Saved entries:
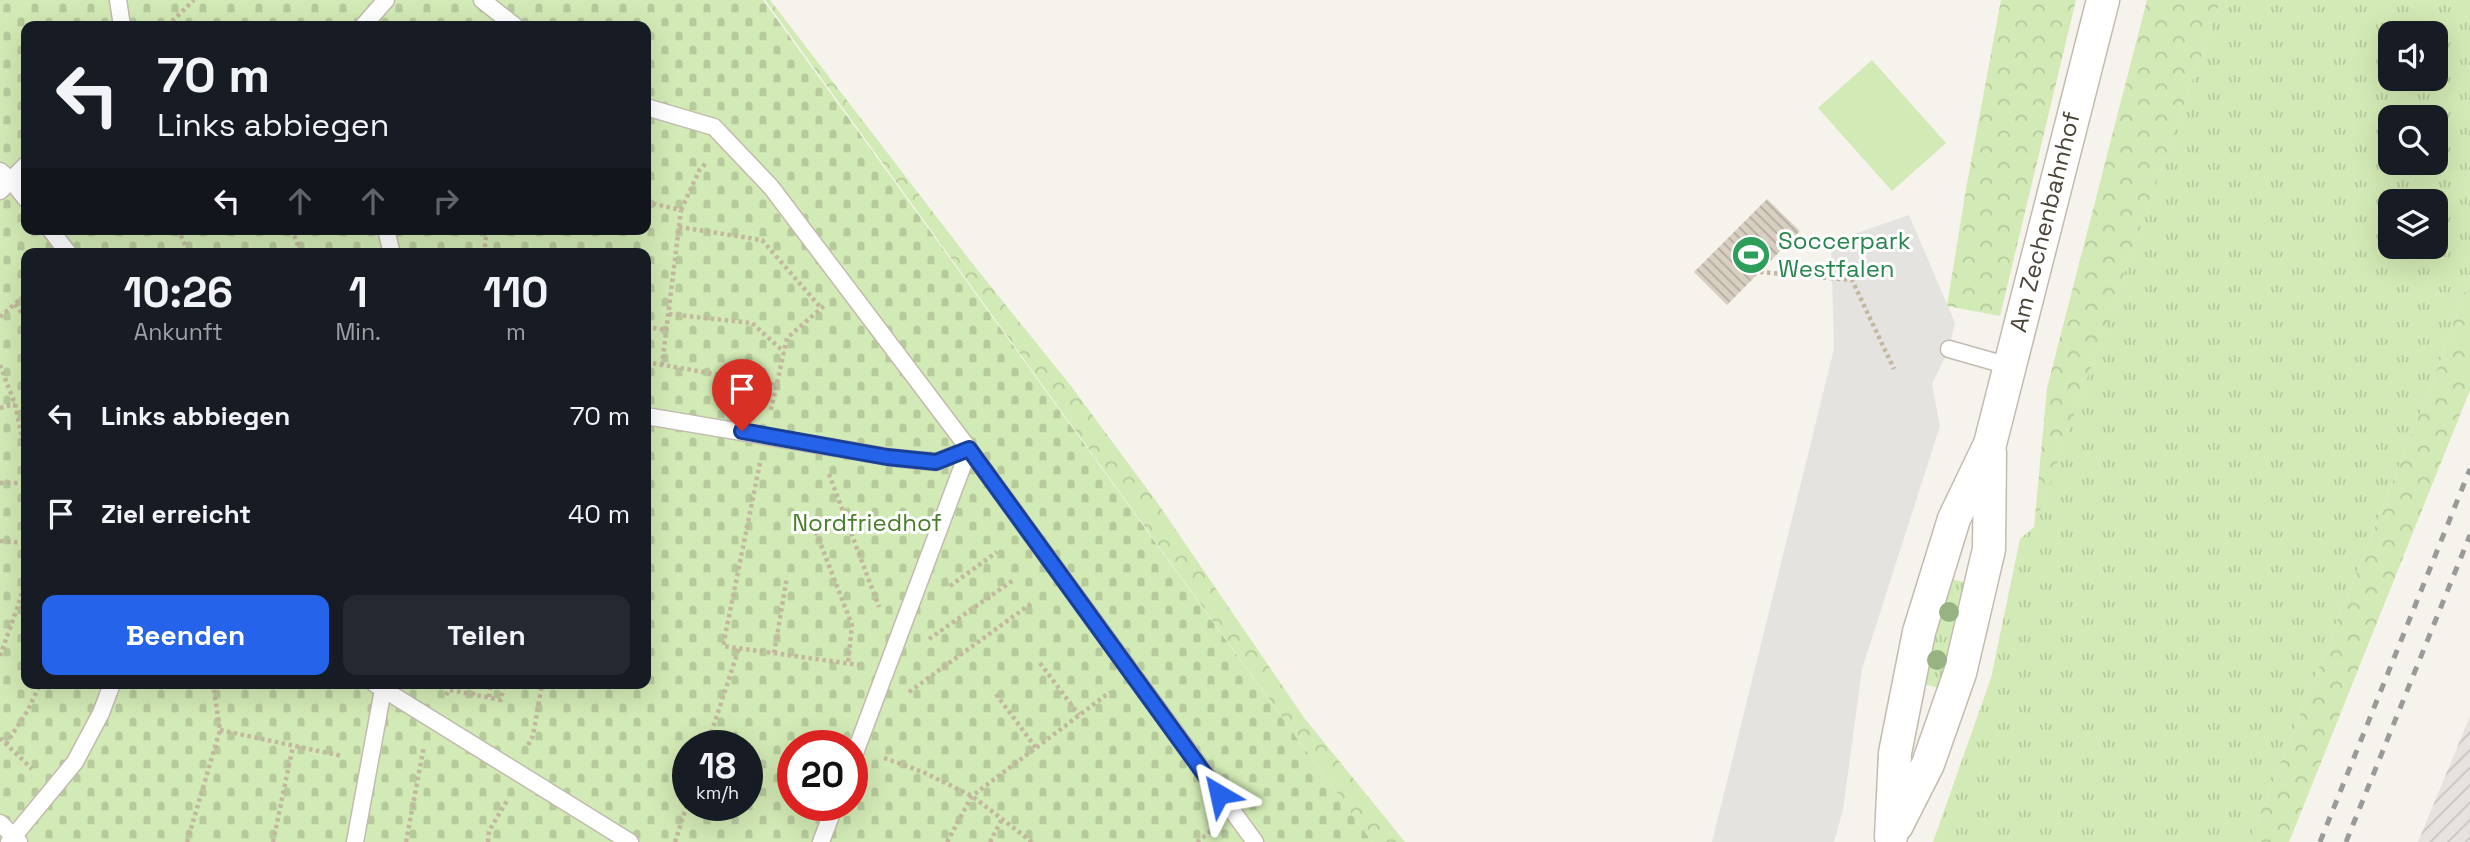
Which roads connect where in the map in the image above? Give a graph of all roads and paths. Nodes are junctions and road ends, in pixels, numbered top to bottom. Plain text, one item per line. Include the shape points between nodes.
1 (118, 0) edge
2 (194, 0) edge
3 (386, 0) edge
4 (482, 0) edge
5 (2102, 0) edge
6 (121, 21) edge
7 (172, 21) edge
8 (367, 21) edge
9 (509, 21) edge
10 (651, 108) edge
11 (726, 139) junction
12 (21, 169) edge
13 (4, 181) edge
14 (21, 195) edge
15 (651, 203) edge
16 (681, 210) junction
17 (678, 227) junction
18 (1760, 272) dead end
19 (21, 299) edge
20 (15, 304) junction
21 (821, 308) dead end
22 (21, 312) edge
23 (669, 314) junction
24 (0, 317) edge
25 (651, 328) edge
26 (667, 330) junction
27 (1949, 349) dead end
28 (784, 352) dead end
29 (651, 363) edge
30 (0, 365) edge
31 (662, 365) junction
32 (2009, 366) junction
33 (1894, 369) dead end
34 (777, 385) dead end
35 (15, 404) junction
36 (0, 408) edge
37 (651, 417) edge
38 (21, 433) edge
39 (817, 444) junction
40 (1990, 444) junction
41 (969, 449) junction
42 (0, 483) edge
43 (21, 483) edge
44 (816, 532) dead end
45 (0, 541) edge
46 (21, 543) edge
47 (787, 577) dead end
48 (1015, 579) dead end
49 (21, 596) edge
50 (1032, 603) dead end
51 (723, 646) dead end
52 (895, 647) junction
53 (739, 648) junction
54 (774, 653) junction
55 (0, 656) edge
56 (848, 663) junction
57 (1040, 663) dead end
58 (887, 669) junction
59 (1133, 674) junction
60 (38, 689) edge
61 (110, 689) edge
62 (215, 689) edge
63 (381, 689) edge
64 (386, 689) edge
65 (474, 689) edge
66 (490, 689) edge
67 (503, 689) edge
68 (541, 689) edge
69 (449, 690) dead end
70 (996, 694) dead end
71 (473, 695) junction
72 (489, 697) junction
73 (1079, 715) junction
74 (429, 718) junction
75 (866, 724) junction
76 (220, 730) junction
77 (712, 730) edge
78 (864, 730) edge
79 (0, 738) edge
80 (6, 744) junction
81 (293, 746) junction
82 (1037, 748) junction
83 (868, 757) edge
84 (370, 762) junction
85 (518, 773) junction
86 (53, 790) junction
87 (972, 796) junction
88 (1002, 819) junction
89 (682, 821) edge
90 (829, 821) edge
91 (0, 823) edge
92 (1890, 839) edge
93 (14, 840) edge
94 (187, 842) edge
95 (274, 842) edge
96 (355, 842) edge
97 (406, 842) edge
98 (488, 842) edge
99 (631, 842) edge
100 (675, 842) edge
101 (821, 842) edge
102 (947, 842) edge
103 (990, 842) edge
104 (1032, 842) edge
105 (1255, 842) edge

1 - 6 lane
2 - 7 path
3 - 8 lane
4 - 9 lane
5 - 32 street, Am Zechenbahnhof
10 - 11 lane via 714,127
11 - 16 path via 700,169
11 - 41 lane via 771,187
12 - 13 lane
13 - 14 lane
15 - 16 path
16 - 17 path
17 - 21 path via 762,240
17 - 23 path
18 - 33 path via 1852,280
19 - 20 path
20 - 22 path
20 - 24 path
23 - 26 path
23 - 28 path via 752,323
25 - 26 path
26 - 31 path
27 - 32 lane
29 - 31 path
30 - 35 path
31 - 34 path
32 - 40 street, Am Zechenbahnhof
35 - 36 path
35 - 38 path
37 - 39 lane
39 - 41 lane via 936,462
39 - 52 path
40 - 92 street, Am Zechenbahnhof via 1954,519 1919,632 1895,753
40 - 92 street, Am Zechenbahnhof via 1989,549 1960,673 1928,764
41 - 52 lane
41 - 59 lane
42 - 43 path
44 - 56 path via 852,625
45 - 46 path
47 - 54 path
48 - 58 path
49 - 55 path
50 - 75 path
51 - 53 path
52 - 58 lane
53 - 54 path
53 - 77 path
54 - 56 path
56 - 58 path
57 - 73 path
58 - 75 lane
59 - 73 path
59 - 105 lane
60 - 80 path
61 - 86 lane via 75,762
62 - 76 path
63 - 84 lane
64 - 74 lane
65 - 71 path
66 - 72 path
67 - 72 path via 501,700
68 - 85 path via 533,736
69 - 71 path
70 - 82 path
71 - 72 path
73 - 82 path
74 - 85 lane
74 - 97 path
75 - 78 lane
76 - 81 path
76 - 94 path
79 - 80 path
80 - 86 path
81 - 84 path
81 - 95 path
82 - 87 path
83 - 87 path via 923,772
84 - 96 lane
85 - 98 path
85 - 99 lane
86 - 93 lane
87 - 88 path
87 - 102 path
88 - 103 path
88 - 104 path
89 - 100 path
90 - 101 lane
91 - 93 lane

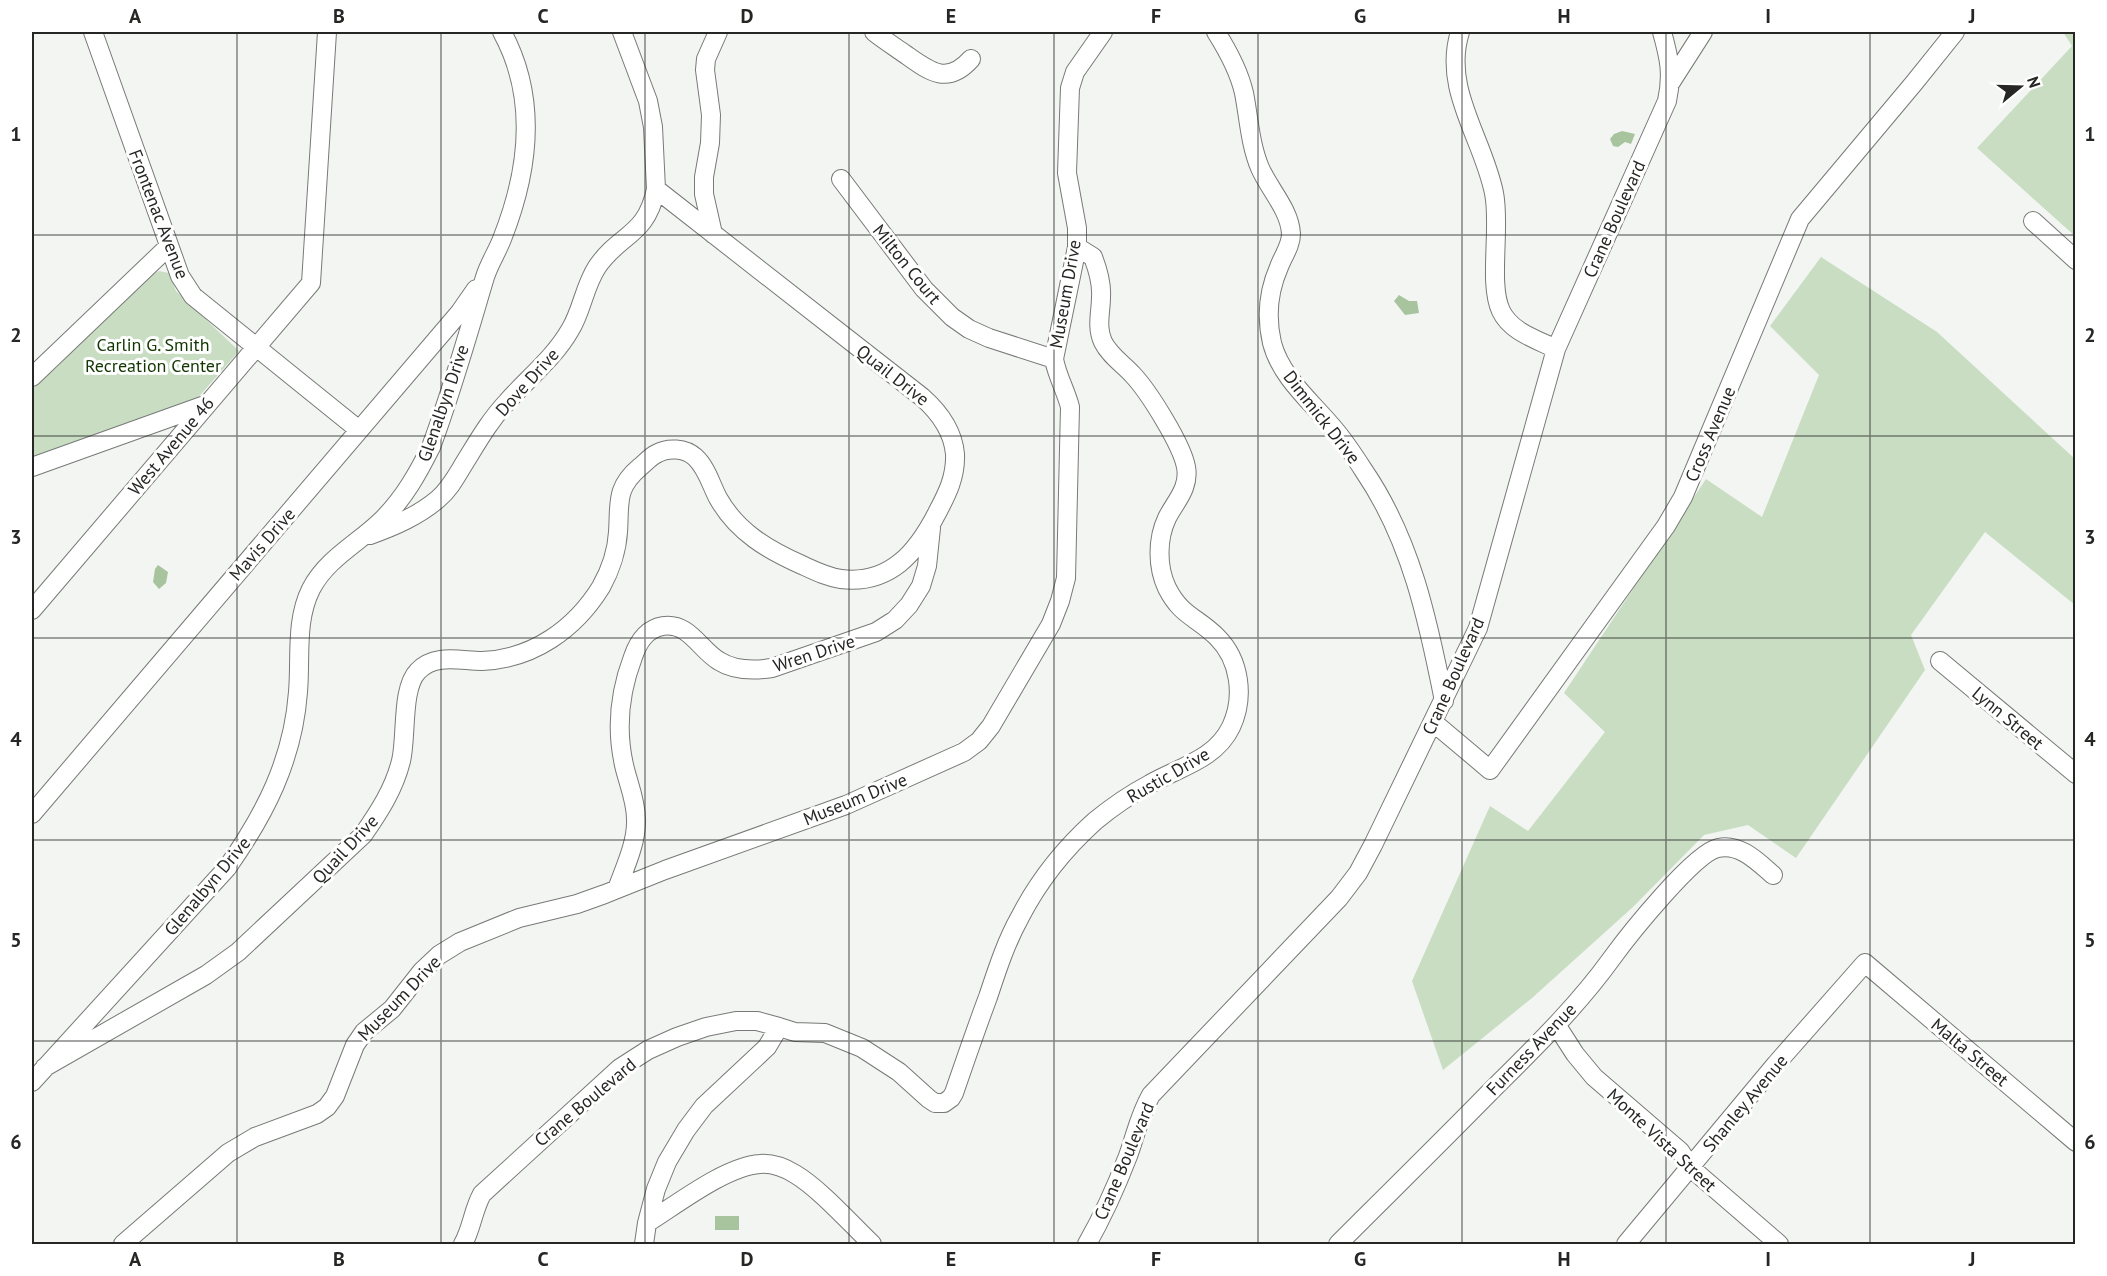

Work task: Each entry is to be transcribed verbatim, and any picture in it is to be skipped.

Answer:
Which roads connect where in the map in the image above? Give a graph of all roads and paths. Nodes are junctions and road ends, in pixels, numbered top to bottom. Plain text, one item per line. Include the shape points between nodes.
1 (118, 0) edge
2 (194, 0) edge
3 (386, 0) edge
4 (482, 0) edge
5 (2102, 0) edge
6 (121, 21) edge
7 (172, 21) edge
8 (367, 21) edge
9 (509, 21) edge
10 (651, 108) edge
11 (726, 139) junction
12 (21, 169) edge
13 (4, 181) edge
14 (21, 195) edge
15 (651, 203) edge
16 (681, 210) junction
17 (678, 227) junction
18 (1760, 272) dead end
19 (21, 299) edge
20 (15, 304) junction
21 (821, 308) dead end
22 (21, 312) edge
23 (669, 314) junction
24 (0, 317) edge
25 (651, 328) edge
26 (667, 330) junction
27 (1949, 349) dead end
28 (784, 352) dead end
29 (651, 363) edge
30 (0, 365) edge
31 (662, 365) junction
32 (2009, 366) junction
33 (1894, 369) dead end
34 (777, 385) dead end
35 (15, 404) junction
36 (0, 408) edge
37 (651, 417) edge
38 (21, 433) edge
39 (817, 444) junction
40 (1990, 444) junction
41 (969, 449) junction
42 (0, 483) edge
43 (21, 483) edge
44 (816, 532) dead end
45 (0, 541) edge
46 (21, 543) edge
47 (787, 577) dead end
48 (1015, 579) dead end
49 (21, 596) edge
50 (1032, 603) dead end
51 (723, 646) dead end
52 (895, 647) junction
53 (739, 648) junction
54 (774, 653) junction
55 (0, 656) edge
56 (848, 663) junction
57 (1040, 663) dead end
58 (887, 669) junction
59 (1133, 674) junction
60 (38, 689) edge
61 (110, 689) edge
62 (215, 689) edge
63 (381, 689) edge
64 (386, 689) edge
65 (474, 689) edge
66 (490, 689) edge
67 (503, 689) edge
68 (541, 689) edge
69 (449, 690) dead end
70 (996, 694) dead end
71 (473, 695) junction
72 (489, 697) junction
73 (1079, 715) junction
74 (429, 718) junction
75 (866, 724) junction
76 (220, 730) junction
77 (712, 730) edge
78 (864, 730) edge
79 (0, 738) edge
80 (6, 744) junction
81 (293, 746) junction
82 (1037, 748) junction
83 (868, 757) edge
84 (370, 762) junction
85 (518, 773) junction
86 (53, 790) junction
87 (972, 796) junction
88 (1002, 819) junction
89 (682, 821) edge
90 (829, 821) edge
91 (0, 823) edge
92 (1890, 839) edge
93 (14, 840) edge
94 (187, 842) edge
95 (274, 842) edge
96 (355, 842) edge
97 (406, 842) edge
98 (488, 842) edge
99 (631, 842) edge
100 (675, 842) edge
101 (821, 842) edge
102 (947, 842) edge
103 (990, 842) edge
104 (1032, 842) edge
105 (1255, 842) edge

1 - 6 lane
2 - 7 path
3 - 8 lane
4 - 9 lane
5 - 32 street, Am Zechenbahnhof
10 - 11 lane via 714,127
11 - 16 path via 700,169
11 - 41 lane via 771,187
12 - 13 lane
13 - 14 lane
15 - 16 path
16 - 17 path
17 - 21 path via 762,240
17 - 23 path
18 - 33 path via 1852,280
19 - 20 path
20 - 22 path
20 - 24 path
23 - 26 path
23 - 28 path via 752,323
25 - 26 path
26 - 31 path
27 - 32 lane
29 - 31 path
30 - 35 path
31 - 34 path
32 - 40 street, Am Zechenbahnhof
35 - 36 path
35 - 38 path
37 - 39 lane
39 - 41 lane via 936,462
39 - 52 path
40 - 92 street, Am Zechenbahnhof via 1954,519 1919,632 1895,753
40 - 92 street, Am Zechenbahnhof via 1989,549 1960,673 1928,764
41 - 52 lane
41 - 59 lane
42 - 43 path
44 - 56 path via 852,625
45 - 46 path
47 - 54 path
48 - 58 path
49 - 55 path
50 - 75 path
51 - 53 path
52 - 58 lane
53 - 54 path
53 - 77 path
54 - 56 path
56 - 58 path
57 - 73 path
58 - 75 lane
59 - 73 path
59 - 105 lane
60 - 80 path
61 - 86 lane via 75,762
62 - 76 path
63 - 84 lane
64 - 74 lane
65 - 71 path
66 - 72 path
67 - 72 path via 501,700
68 - 85 path via 533,736
69 - 71 path
70 - 82 path
71 - 72 path
73 - 82 path
74 - 85 lane
74 - 97 path
75 - 78 lane
76 - 81 path
76 - 94 path
79 - 80 path
80 - 86 path
81 - 84 path
81 - 95 path
82 - 87 path
83 - 87 path via 923,772
84 - 96 lane
85 - 98 path
85 - 99 lane
86 - 93 lane
87 - 88 path
87 - 102 path
88 - 103 path
88 - 104 path
89 - 100 path
90 - 101 lane
91 - 93 lane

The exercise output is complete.